Today – there will be pictures of flags, and the twin towers with smoke or with the Statue of Liberty, and “never forget” clips. Today – we will all take a minute and remember how we heard, what we saw. Today – the military community will remember the upheaval in our lives, the changes we never foresaw on Sept. 10th. Today- maybe the country will change their focus and think about the veterans. That’s what today SHOULD be.
What will really happen today? The news commentators will put on their deep solemn voices and look into the camera with a stern look and waffle on about a local event being done for remembrance. Two minutes later they will perk up and tell us about the traffic, or the weather, or a cute puppy story. For a second, you’ll be mad – how DARE they make so little of it. Life does go on. For us, in this little bubble of a military community, we have a multitude of reminders. The embroidered prayer rug commemorating a deployment; the missed “big days” of every family; the wounds – visible or not- that are a constant presence in our homes; the friends we made and lost in the last 13 years of high deployment tempo, moves, online connections.
Should we continue to “remember” with solemn ceremonies? Will the two minutes that someone takes to change their cover photo to a mourning eagle or a firefighter’s helmet draped in black truly mean they understand? I don’t have an answer to that.
Today – in our house? We’re packing to move, and the boxes that impede our walking in the house are filling and being taped shut. The anticipation of the move and the myriad of “must do” tasks to get us ready for the Two Marines Movers tomorrow are dominant in my mind. But as I pack that embroidered prayer rug and move another trunk of old uniforms out of my way – I don’t need Charlie Rose to remind me to remember. Our lives changed utterly and completely that day, even if we didn’t know it or realize how much. Are we still being impacted? Yes, sometimes I don’t recognize that prior me or him. Where would we be if it hadn’t happened, if we hadn’t declared/not declared war? Who knows.
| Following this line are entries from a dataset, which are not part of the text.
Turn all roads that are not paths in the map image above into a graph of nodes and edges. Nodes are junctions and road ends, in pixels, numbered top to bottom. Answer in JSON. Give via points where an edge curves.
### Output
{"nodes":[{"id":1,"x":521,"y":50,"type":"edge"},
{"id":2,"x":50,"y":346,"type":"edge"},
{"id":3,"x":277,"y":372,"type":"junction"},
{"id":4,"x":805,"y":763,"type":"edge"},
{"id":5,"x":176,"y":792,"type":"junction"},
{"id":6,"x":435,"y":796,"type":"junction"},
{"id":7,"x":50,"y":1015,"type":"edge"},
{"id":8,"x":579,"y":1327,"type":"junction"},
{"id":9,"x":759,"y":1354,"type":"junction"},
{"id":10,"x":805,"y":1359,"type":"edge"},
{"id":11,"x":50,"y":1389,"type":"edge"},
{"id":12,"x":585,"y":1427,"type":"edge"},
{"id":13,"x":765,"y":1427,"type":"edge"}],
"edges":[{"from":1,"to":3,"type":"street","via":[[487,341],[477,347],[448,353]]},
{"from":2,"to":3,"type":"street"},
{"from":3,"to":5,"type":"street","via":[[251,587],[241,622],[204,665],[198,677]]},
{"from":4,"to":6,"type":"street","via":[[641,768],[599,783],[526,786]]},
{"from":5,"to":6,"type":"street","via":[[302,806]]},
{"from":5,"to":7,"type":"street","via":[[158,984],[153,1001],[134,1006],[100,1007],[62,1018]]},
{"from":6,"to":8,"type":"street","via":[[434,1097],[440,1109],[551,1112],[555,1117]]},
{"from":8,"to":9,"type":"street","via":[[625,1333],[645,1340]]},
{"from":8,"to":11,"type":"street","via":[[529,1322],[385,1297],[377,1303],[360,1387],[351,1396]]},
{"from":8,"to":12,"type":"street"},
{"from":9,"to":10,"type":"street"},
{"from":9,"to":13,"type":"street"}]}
Today – yes, I’ll remember. And then I will pick up another pair of shoes and put them in a box and try to figure out where I left the tape gun now. Because we have to move forward and get things done. We can’t sit and watch commemoration TV shows all day – and even if we could, I don’t think we would. Mourning friends, mourning the sons and fathers, daughters and mothers lost is the right thing to do. Getting on with life as we have to NOW live it, is right for us too. We remember what today is, what it meant and what it means.